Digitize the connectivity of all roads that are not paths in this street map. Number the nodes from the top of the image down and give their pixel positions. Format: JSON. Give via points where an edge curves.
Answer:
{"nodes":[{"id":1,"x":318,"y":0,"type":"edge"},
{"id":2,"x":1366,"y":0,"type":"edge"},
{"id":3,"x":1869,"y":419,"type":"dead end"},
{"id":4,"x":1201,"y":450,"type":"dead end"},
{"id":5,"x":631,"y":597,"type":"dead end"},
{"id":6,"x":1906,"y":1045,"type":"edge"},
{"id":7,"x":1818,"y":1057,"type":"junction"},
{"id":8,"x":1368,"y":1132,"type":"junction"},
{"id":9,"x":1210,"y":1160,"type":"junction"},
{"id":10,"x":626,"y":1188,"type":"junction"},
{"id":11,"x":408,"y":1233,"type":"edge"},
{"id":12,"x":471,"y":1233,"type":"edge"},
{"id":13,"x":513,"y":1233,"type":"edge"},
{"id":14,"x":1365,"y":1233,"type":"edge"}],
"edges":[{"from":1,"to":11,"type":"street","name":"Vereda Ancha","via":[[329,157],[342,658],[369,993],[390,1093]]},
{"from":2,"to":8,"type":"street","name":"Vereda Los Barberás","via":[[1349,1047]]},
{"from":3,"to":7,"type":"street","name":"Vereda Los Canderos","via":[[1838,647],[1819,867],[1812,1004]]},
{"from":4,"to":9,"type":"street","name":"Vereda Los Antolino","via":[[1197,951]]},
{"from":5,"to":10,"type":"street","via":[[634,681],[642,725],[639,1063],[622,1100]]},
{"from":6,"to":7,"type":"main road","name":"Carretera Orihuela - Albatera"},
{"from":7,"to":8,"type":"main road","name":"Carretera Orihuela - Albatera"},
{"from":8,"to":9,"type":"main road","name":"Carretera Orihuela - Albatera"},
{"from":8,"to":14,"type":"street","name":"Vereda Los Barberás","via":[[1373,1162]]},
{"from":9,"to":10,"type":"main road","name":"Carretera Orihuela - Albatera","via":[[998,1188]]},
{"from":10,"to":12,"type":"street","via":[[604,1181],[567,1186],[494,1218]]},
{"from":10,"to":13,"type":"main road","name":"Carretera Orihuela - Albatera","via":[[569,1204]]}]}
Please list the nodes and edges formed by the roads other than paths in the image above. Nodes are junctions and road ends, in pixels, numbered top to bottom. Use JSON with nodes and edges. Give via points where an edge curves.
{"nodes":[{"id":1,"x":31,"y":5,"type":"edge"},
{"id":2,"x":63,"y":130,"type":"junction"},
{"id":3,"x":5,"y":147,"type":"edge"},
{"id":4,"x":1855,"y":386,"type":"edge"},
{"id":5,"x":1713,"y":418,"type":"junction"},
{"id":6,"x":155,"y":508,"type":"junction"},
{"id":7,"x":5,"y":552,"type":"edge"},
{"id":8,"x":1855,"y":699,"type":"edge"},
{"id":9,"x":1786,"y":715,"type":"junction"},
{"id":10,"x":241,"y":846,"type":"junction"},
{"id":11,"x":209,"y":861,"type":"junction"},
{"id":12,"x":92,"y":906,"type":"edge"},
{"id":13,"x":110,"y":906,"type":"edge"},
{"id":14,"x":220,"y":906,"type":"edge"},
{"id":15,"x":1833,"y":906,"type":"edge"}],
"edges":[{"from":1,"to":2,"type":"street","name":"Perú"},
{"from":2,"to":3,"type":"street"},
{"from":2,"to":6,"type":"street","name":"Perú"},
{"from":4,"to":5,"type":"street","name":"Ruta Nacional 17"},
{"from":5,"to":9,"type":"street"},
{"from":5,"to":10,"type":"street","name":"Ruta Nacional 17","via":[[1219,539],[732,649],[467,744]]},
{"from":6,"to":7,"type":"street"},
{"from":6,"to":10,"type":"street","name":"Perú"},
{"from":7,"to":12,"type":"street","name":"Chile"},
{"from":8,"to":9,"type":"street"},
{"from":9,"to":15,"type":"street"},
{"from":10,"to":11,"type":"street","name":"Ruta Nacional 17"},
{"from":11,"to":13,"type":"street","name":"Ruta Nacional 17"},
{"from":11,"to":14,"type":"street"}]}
+++
Problem: Within the listing above, tally the lines holding the word "Perú". Give the tally only.

Output: 3